The analysis wraps up with an interesting observation—that despite achieving higher highs against a backdrop of declining funding rates, the current Ethereum market exhibits resilience against sudden liquidation cascades. Nonetheless, this resilience calls for strong buyer conviction to push ETH toward its next upward leg.

Is ETH Headed For A Correction?

Despite trading just 12% below its ATH, the question remains: could Ethereum be due for a correction? Analyst Ted Pillows has expressed concern, predicting that ETH could retrace to around $3,900 before finding its footing for the next rally. This raises alarms for many stakeholders interested in the leading smart contract platform.

Yet, it’s not all doom and gloom. Several data metrics point to a potentially bullish future for Ethereum. Recent figures reveal that the ETH exchange supply ratio on major platforms like Binance has hit a low of 0.037, signaling a crunch in supply that could work in Ethereum’s favor. Such a supply scarcity often leads to increased demand, boosting prices over time.
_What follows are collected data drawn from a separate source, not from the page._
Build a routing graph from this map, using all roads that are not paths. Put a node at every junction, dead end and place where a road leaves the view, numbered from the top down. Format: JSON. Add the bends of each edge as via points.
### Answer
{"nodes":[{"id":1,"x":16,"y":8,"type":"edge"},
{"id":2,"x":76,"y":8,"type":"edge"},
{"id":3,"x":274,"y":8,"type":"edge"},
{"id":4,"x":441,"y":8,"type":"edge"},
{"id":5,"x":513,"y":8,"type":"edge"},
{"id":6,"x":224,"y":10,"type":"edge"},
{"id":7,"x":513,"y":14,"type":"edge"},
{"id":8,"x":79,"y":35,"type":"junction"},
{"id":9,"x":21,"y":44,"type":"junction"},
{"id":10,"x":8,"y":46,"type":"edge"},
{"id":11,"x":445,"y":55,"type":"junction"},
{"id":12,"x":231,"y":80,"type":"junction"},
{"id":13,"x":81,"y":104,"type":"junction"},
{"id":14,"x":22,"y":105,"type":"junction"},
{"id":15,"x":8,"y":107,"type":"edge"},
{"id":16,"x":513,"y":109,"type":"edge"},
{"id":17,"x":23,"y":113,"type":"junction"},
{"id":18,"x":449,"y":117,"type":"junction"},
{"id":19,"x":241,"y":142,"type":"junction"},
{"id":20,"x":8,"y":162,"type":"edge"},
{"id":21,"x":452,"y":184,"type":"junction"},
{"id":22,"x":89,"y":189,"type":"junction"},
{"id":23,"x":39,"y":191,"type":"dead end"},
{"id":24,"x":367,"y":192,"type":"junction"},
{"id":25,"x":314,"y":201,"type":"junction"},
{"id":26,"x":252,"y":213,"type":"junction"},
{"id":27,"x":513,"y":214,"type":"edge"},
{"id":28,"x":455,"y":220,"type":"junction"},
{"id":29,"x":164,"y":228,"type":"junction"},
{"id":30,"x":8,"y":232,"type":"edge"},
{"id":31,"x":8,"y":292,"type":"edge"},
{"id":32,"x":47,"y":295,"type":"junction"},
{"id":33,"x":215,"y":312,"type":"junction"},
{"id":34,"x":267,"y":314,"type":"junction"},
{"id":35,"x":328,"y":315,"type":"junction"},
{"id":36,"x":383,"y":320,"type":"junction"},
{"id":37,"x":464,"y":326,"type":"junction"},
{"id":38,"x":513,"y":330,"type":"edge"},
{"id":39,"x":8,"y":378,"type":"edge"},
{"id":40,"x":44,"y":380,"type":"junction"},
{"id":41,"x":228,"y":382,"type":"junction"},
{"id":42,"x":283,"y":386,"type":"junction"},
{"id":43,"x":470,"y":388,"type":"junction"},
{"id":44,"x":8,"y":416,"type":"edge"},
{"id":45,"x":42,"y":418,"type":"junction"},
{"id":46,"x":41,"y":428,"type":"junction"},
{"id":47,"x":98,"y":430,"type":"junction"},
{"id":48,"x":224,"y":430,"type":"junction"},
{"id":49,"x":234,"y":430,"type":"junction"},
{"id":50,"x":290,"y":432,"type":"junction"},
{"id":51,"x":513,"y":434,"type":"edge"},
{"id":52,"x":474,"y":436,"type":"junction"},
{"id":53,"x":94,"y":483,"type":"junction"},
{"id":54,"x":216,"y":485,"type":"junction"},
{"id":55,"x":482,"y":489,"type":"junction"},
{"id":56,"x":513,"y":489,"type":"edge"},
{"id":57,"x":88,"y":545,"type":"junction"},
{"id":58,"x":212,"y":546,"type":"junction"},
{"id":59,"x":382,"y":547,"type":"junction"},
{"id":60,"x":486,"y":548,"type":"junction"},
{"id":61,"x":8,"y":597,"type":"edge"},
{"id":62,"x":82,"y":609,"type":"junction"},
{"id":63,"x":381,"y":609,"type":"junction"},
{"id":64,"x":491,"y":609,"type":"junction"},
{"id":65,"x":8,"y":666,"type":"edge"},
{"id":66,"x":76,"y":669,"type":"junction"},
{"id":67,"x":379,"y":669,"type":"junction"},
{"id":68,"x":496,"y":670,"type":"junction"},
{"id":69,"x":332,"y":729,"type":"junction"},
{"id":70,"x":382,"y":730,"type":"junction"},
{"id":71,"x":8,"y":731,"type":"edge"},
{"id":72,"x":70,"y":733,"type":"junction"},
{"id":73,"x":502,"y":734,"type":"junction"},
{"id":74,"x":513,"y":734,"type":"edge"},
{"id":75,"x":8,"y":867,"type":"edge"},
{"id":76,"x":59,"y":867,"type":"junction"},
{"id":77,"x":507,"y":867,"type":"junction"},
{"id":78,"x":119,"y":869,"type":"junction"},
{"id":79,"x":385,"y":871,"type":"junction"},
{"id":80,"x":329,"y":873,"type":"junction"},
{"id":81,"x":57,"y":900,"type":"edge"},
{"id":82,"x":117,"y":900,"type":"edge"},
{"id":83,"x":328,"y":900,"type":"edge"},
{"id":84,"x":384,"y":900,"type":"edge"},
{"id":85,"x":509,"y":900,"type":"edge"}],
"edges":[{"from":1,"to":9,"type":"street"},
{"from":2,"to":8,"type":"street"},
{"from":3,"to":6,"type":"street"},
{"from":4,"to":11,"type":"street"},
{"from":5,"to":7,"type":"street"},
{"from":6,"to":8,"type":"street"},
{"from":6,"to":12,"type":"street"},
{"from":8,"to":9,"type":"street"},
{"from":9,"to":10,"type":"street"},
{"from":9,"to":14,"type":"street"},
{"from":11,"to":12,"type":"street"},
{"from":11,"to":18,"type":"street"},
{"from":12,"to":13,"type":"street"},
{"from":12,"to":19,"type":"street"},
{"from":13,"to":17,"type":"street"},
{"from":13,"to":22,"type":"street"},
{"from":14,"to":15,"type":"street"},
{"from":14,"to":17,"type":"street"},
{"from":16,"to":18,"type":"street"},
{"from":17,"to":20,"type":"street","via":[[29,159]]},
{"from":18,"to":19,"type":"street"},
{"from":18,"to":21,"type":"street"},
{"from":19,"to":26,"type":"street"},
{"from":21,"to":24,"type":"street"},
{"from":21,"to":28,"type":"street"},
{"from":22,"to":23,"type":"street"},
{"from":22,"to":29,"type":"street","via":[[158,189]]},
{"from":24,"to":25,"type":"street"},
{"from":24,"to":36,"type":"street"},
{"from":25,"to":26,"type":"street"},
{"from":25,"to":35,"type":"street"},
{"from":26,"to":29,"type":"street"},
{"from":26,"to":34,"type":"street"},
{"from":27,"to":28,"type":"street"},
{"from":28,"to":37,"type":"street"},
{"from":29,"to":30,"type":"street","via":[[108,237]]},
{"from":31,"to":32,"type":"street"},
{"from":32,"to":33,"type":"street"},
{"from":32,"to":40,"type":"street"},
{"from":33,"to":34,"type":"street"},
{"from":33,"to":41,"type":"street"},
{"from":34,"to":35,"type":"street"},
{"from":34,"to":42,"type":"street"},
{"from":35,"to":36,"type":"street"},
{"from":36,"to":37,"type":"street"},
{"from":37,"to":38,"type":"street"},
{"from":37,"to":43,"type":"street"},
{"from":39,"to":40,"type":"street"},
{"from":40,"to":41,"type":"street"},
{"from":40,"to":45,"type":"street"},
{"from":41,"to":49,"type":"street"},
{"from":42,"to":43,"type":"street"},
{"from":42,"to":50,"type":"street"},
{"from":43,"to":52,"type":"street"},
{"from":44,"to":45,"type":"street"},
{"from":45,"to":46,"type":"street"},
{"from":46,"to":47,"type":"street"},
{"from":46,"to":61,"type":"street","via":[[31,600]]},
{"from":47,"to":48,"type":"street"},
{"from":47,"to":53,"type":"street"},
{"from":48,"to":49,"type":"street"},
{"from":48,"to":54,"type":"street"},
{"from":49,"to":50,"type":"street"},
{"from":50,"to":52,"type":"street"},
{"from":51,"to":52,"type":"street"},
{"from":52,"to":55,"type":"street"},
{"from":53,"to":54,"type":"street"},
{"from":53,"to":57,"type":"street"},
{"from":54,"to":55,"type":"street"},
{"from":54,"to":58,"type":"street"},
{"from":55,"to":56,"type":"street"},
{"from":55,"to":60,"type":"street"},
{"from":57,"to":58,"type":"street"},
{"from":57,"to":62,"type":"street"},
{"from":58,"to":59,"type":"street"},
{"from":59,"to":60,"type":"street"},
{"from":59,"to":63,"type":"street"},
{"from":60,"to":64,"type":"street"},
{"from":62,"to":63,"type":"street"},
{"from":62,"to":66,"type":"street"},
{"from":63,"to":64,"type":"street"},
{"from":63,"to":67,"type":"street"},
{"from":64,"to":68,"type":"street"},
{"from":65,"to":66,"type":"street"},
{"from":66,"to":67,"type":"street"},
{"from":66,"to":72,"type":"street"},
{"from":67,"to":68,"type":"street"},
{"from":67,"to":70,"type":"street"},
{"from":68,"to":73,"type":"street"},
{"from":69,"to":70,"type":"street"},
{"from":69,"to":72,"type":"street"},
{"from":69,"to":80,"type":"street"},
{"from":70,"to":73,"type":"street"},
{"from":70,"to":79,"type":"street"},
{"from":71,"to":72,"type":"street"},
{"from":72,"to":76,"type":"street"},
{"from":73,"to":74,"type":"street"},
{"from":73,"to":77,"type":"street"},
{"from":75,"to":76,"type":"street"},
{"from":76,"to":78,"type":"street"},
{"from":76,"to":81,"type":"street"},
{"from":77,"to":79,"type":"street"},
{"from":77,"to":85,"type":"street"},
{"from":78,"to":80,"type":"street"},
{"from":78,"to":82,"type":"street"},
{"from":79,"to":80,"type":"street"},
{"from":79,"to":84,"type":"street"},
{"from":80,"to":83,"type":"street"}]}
In a related development, Ethereum’s exchange balance has recently turned negative for the first time, indicating that more tokens are being withdrawn from exchanges than deposited. This trend may suggest a growing accumulation phase among investors, as they choose to hold onto their ETH instead of trading it. As ETH trades at $4,334, up 0.6% in the past 24 hours, the outcome of these metrics could heavily influence its next movement.